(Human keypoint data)
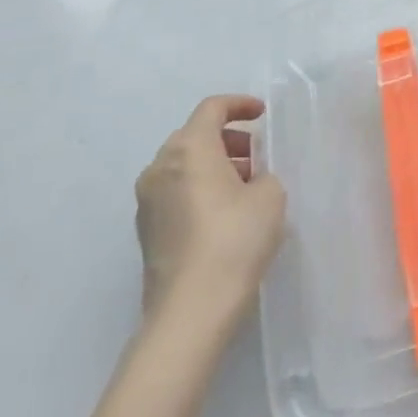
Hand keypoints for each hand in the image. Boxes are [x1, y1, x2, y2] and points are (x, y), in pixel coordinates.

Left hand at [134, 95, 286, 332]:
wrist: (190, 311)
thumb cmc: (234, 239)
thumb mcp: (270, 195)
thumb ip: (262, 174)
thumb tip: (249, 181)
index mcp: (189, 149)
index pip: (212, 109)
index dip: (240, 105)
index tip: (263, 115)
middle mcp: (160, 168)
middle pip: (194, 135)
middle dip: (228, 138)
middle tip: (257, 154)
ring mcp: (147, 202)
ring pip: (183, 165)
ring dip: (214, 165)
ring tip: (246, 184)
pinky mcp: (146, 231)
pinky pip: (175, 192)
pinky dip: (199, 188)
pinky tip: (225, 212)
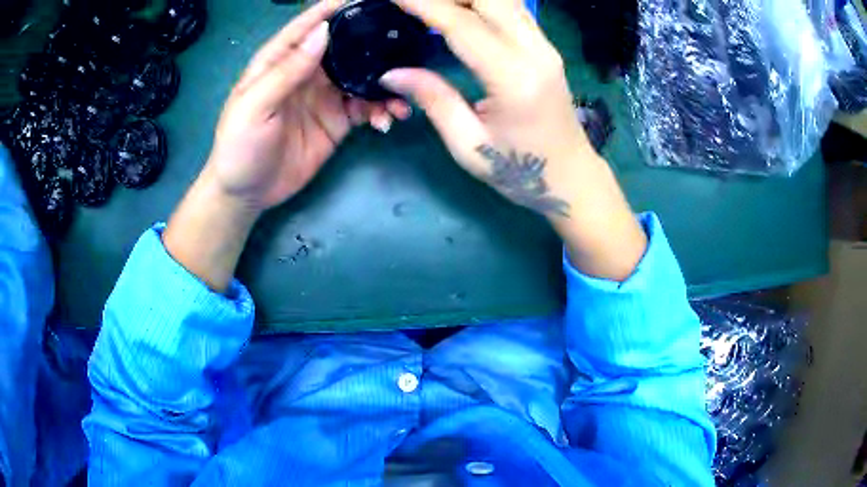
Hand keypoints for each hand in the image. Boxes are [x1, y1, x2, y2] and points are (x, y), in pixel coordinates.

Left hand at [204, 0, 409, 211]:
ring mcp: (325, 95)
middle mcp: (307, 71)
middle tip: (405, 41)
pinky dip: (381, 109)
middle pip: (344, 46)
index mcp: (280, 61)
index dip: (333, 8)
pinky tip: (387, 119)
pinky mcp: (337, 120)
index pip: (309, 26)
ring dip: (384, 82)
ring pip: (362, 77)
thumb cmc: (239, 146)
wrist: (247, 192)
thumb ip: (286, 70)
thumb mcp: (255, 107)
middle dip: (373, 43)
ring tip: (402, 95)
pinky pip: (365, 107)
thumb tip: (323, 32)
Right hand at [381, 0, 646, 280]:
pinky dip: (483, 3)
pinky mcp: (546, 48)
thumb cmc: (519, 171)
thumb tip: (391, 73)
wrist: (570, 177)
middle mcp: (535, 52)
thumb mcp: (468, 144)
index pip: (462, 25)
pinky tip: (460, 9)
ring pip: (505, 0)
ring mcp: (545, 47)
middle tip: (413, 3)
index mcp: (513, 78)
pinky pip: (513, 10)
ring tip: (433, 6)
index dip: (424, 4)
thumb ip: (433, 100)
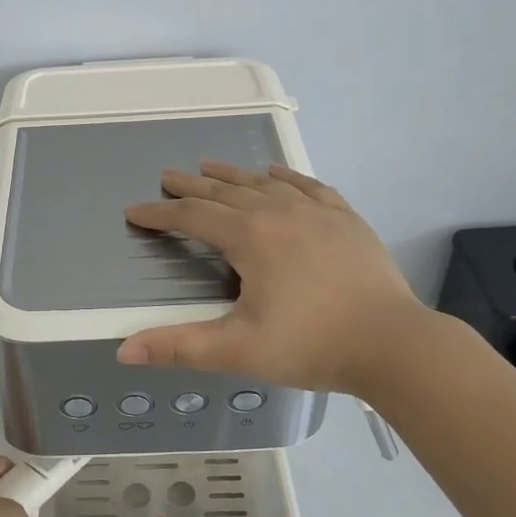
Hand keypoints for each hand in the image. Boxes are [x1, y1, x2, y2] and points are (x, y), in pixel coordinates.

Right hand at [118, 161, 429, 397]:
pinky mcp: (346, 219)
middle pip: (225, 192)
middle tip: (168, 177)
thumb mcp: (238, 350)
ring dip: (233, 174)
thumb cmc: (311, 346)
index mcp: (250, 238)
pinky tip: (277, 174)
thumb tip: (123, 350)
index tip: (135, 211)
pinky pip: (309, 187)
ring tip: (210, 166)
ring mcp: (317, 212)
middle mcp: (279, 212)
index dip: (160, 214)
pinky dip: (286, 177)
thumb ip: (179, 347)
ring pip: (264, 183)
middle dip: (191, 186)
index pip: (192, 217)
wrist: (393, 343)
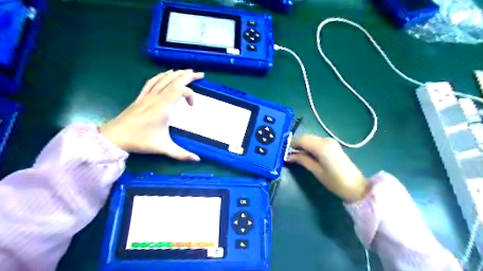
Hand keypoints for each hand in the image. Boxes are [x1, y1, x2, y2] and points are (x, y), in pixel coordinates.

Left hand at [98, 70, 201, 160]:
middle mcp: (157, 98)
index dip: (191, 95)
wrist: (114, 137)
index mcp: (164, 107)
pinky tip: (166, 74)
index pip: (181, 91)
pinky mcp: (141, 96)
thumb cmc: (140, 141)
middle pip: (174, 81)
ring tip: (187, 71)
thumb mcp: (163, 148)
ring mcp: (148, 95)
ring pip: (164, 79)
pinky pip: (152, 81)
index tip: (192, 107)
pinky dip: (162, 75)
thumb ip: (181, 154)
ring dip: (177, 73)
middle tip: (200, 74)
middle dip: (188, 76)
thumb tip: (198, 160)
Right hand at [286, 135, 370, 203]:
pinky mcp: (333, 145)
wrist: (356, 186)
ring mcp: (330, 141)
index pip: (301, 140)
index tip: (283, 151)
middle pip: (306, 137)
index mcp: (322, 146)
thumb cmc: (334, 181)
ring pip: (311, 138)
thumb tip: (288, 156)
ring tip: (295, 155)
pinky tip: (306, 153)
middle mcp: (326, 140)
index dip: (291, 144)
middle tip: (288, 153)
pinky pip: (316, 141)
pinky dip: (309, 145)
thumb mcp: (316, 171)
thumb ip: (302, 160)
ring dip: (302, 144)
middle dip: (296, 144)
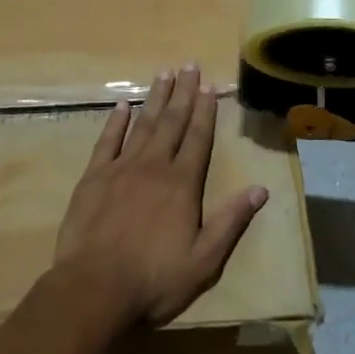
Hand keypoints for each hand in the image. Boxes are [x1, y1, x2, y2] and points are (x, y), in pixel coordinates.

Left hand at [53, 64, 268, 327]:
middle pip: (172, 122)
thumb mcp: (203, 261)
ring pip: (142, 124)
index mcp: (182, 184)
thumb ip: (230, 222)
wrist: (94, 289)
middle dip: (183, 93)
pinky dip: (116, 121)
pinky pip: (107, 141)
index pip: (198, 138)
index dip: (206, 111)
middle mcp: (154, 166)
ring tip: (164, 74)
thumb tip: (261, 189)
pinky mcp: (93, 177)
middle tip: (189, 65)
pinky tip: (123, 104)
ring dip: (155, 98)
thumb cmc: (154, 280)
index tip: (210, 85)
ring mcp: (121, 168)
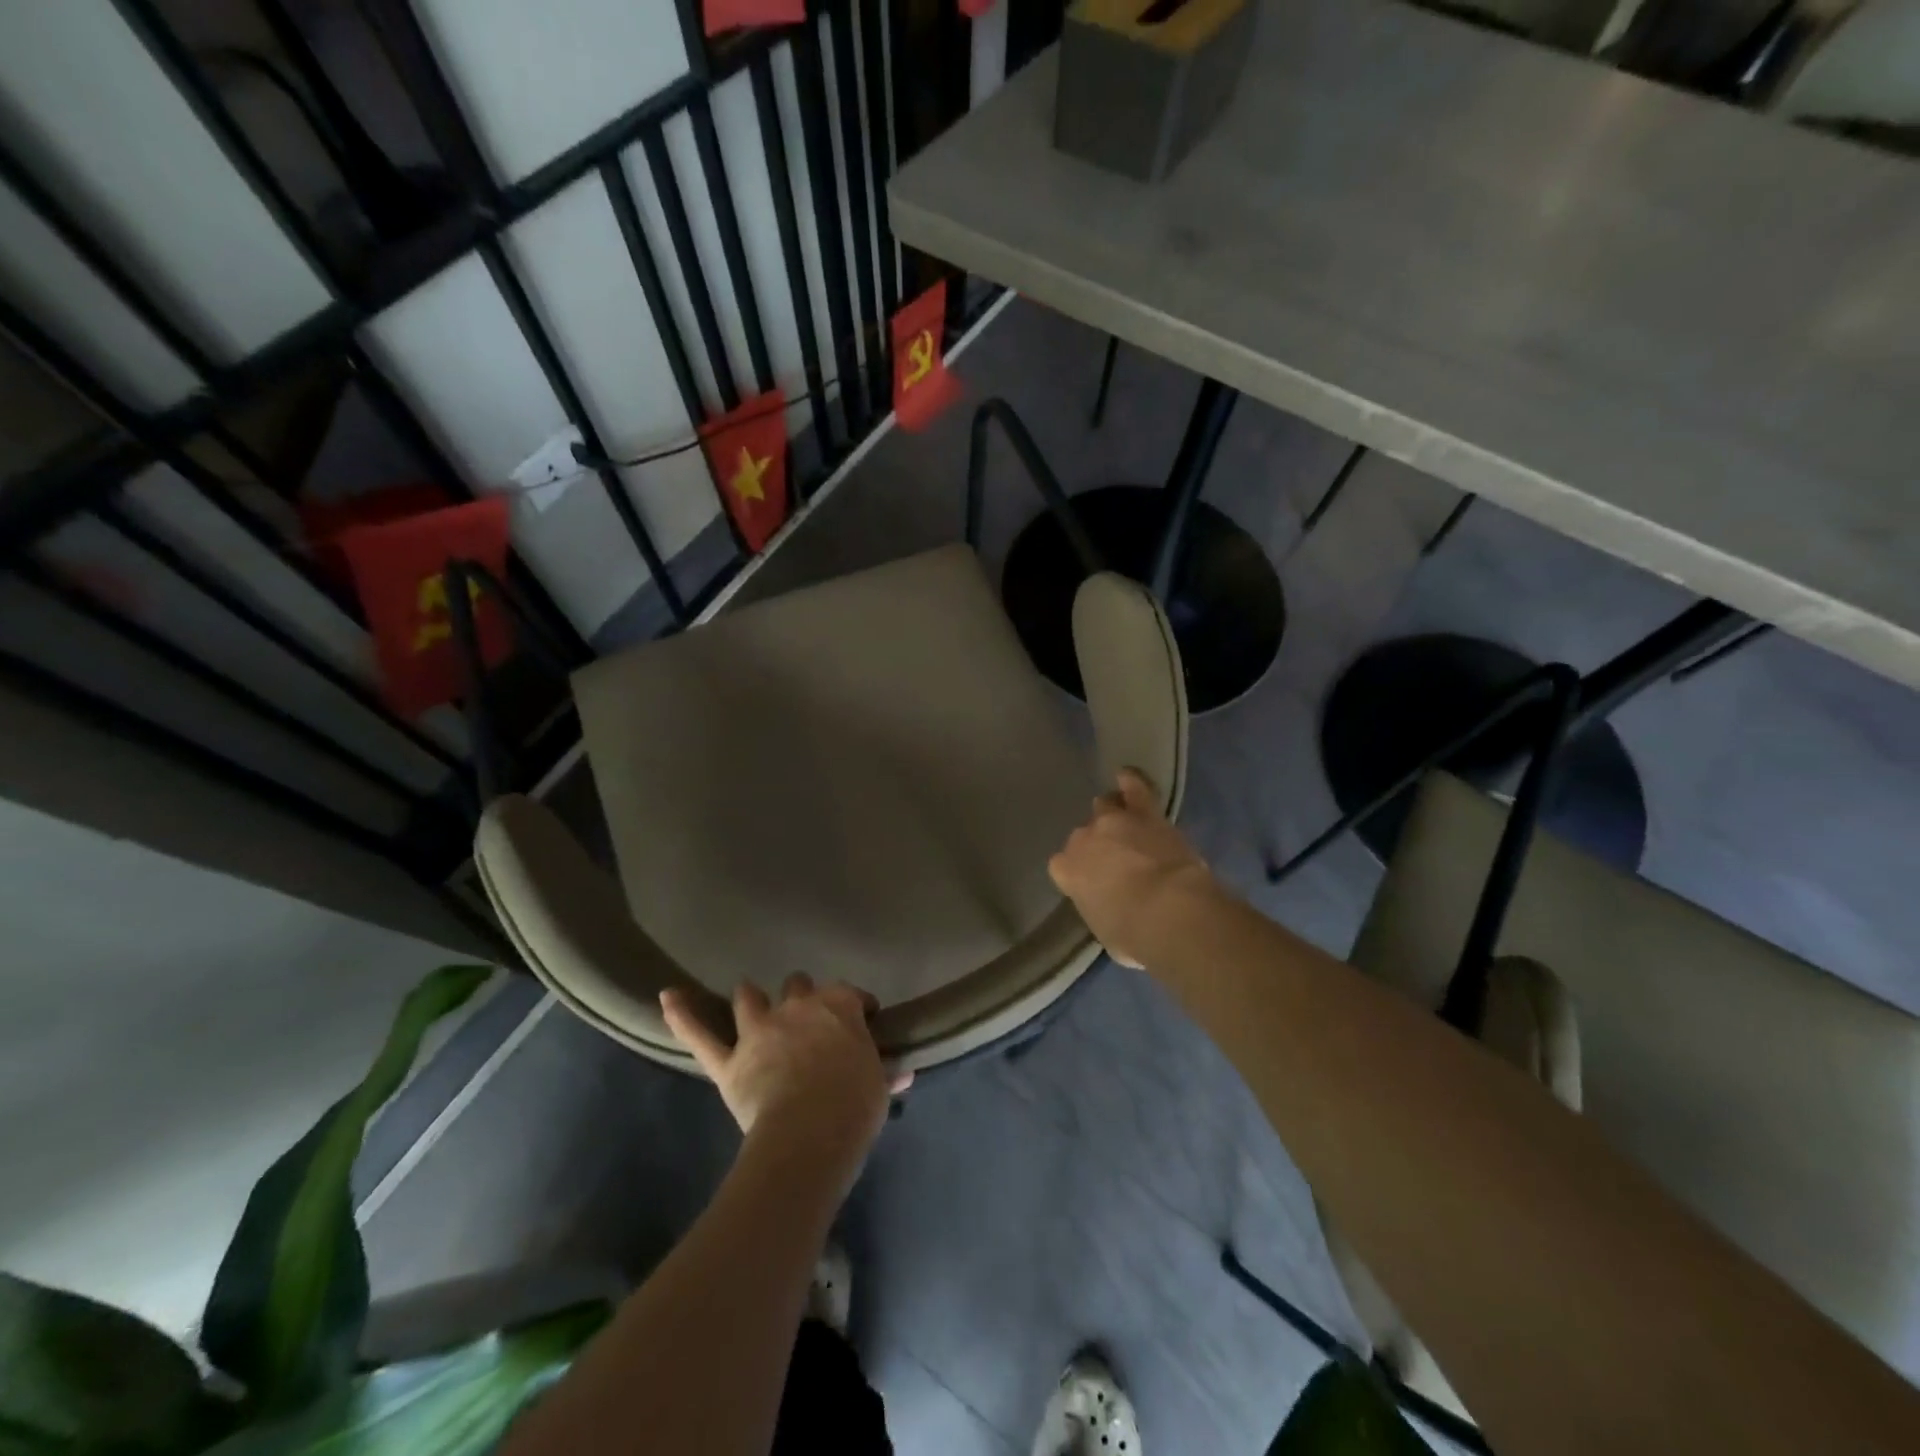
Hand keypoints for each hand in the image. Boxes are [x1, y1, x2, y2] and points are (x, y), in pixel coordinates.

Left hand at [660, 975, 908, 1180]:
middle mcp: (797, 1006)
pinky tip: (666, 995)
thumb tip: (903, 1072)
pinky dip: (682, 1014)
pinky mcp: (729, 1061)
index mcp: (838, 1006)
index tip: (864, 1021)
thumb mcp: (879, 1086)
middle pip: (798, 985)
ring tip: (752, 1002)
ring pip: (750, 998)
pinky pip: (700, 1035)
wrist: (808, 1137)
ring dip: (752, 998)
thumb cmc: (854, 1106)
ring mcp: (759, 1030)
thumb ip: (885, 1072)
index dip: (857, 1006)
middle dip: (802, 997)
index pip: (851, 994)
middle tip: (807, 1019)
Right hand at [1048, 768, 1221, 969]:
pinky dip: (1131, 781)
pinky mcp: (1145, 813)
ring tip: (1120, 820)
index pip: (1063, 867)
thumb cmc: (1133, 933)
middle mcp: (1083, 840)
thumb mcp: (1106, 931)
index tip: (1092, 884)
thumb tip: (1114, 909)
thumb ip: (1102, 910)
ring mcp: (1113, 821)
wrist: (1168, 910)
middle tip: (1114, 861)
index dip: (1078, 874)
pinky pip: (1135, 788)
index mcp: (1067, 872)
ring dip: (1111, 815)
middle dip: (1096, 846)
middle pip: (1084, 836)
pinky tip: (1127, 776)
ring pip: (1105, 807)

**Problem requirements:** Copy out each line of the data where the string "Left" appears.

**Response to this exercise:**
Left hand at [134, 95, 286, 332]:
Left hand at [204, 0, 409, 211]:
Left hand at [98, 70, 201, 160]:
Left hand at [53, 64, 268, 327]:
Left hand at [660, 975, 908, 1180]:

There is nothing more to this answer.